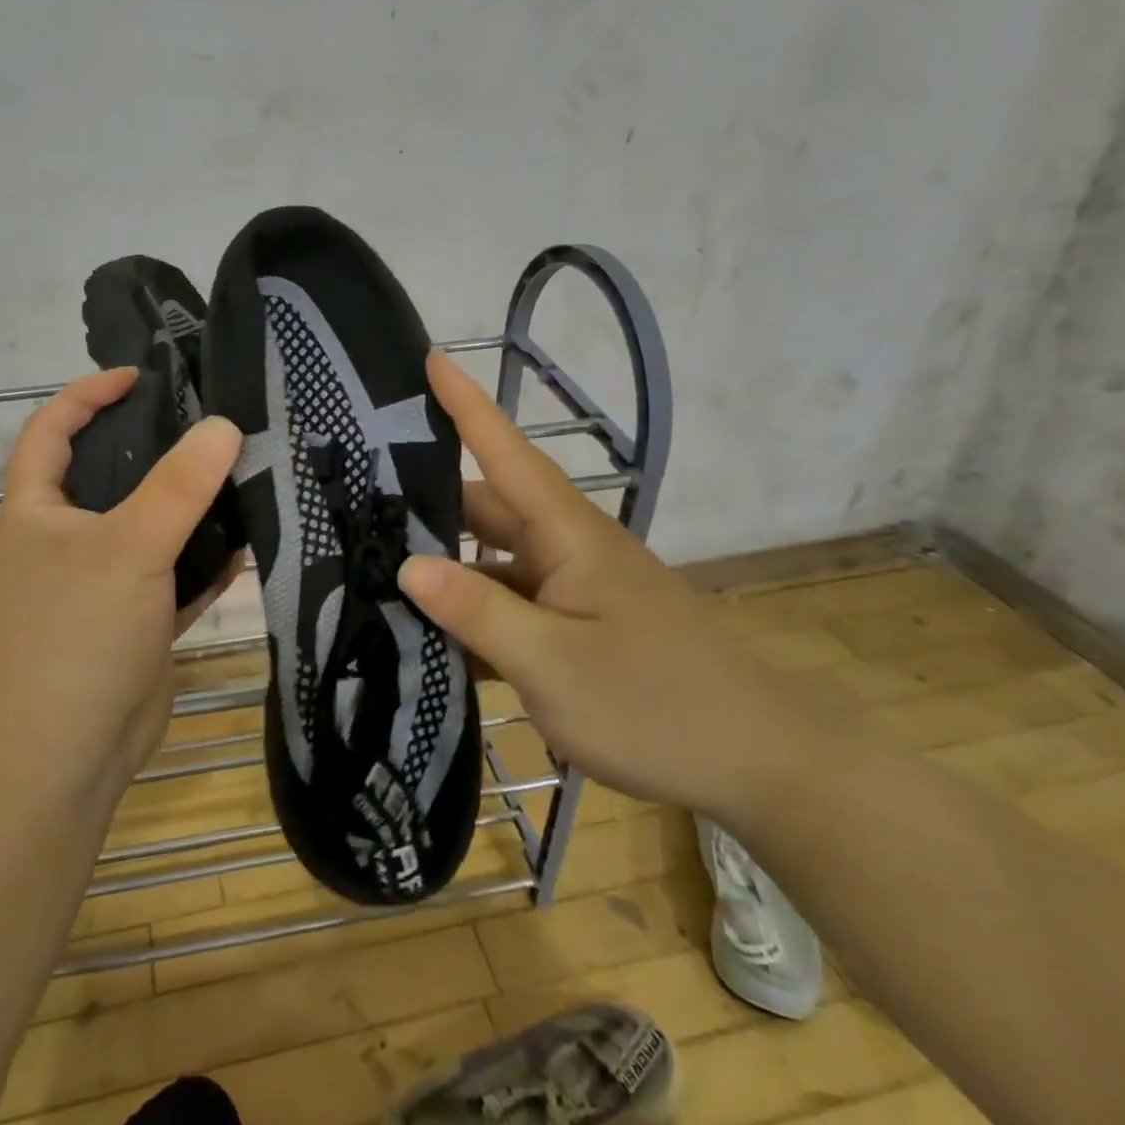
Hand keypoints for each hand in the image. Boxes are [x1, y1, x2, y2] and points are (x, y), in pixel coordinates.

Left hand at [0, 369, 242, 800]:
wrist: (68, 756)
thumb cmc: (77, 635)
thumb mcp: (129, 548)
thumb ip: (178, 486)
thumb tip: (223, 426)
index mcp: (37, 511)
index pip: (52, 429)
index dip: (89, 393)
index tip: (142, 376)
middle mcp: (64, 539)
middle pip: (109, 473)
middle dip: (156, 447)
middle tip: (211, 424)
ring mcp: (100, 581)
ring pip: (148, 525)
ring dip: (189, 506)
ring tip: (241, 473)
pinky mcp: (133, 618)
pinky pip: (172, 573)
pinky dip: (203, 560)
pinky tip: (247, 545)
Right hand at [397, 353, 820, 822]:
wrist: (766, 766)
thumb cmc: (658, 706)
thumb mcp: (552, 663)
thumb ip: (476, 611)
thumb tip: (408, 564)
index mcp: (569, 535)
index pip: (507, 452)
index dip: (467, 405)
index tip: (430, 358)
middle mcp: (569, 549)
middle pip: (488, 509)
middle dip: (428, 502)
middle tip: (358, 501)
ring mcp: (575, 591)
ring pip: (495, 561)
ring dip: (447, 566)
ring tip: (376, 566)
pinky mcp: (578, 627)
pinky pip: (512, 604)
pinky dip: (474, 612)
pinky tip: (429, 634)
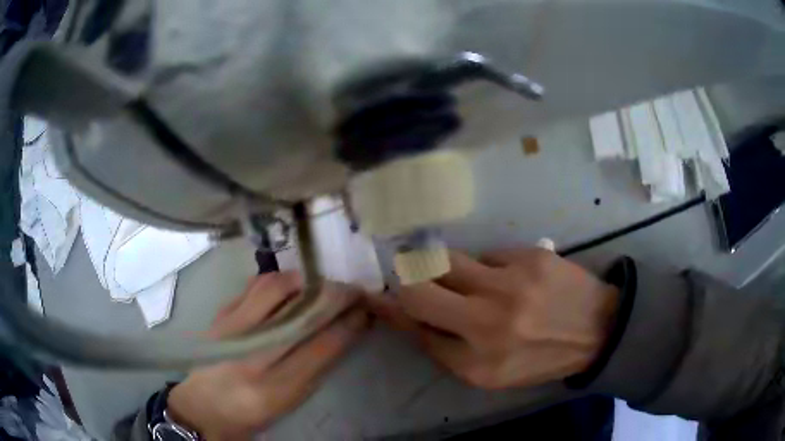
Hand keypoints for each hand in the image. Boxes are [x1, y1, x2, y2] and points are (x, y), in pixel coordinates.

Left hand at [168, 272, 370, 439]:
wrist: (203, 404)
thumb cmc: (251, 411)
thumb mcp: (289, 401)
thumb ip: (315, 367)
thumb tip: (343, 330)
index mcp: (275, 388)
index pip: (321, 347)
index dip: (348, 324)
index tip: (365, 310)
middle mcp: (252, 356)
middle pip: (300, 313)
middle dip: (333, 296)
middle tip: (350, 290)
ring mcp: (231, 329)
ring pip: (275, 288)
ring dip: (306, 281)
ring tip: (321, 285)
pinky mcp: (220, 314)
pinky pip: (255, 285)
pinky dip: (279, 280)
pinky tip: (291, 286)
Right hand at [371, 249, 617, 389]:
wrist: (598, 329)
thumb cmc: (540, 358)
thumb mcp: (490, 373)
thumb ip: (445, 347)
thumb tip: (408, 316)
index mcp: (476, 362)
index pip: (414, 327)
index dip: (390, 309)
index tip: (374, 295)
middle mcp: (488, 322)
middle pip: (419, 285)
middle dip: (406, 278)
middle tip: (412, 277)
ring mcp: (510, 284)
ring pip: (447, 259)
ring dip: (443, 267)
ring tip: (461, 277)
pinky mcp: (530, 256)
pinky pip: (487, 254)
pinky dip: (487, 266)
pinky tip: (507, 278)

+++++

## Task item
Nothing but the lines from the one holding "thumb cmc: (251, 411)" through the last line of the data may be output, and each must match exactly.

## Task result
thumb cmc: (251, 411)
thumb mcp: (289, 401)
thumb ip: (315, 367)
thumb tip: (343, 330)
index mcp: (275, 388)
index pip: (321, 347)
index dip: (348, 324)
index tip: (365, 310)
middle mcp: (252, 356)
middle pip: (300, 313)
middle dip: (333, 296)
middle tip: (350, 290)
ring mcp: (231, 329)
ring pip: (275, 288)
ring dip: (306, 281)
ring tip: (321, 285)
pinky mcp: (220, 314)
pinky pip: (255, 285)
pinky dip: (279, 280)
pinky tip: (291, 286)
Right hand at [371, 249, 617, 389]:
wrist: (598, 329)
thumb cmc: (540, 358)
thumb mcp: (490, 373)
thumb ip: (445, 347)
thumb tip: (408, 316)
index mcp: (476, 362)
index pip: (414, 327)
index dip: (390, 309)
index tip: (374, 295)
middle mcp: (488, 322)
middle pip: (419, 285)
middle dip: (406, 278)
middle tip: (412, 277)
ring mcp: (510, 284)
ring pip: (447, 259)
ring dip: (443, 267)
ring tip: (461, 277)
pinky mcp: (530, 256)
pinky pip: (487, 254)
pinky dip: (487, 266)
pinky tip: (507, 278)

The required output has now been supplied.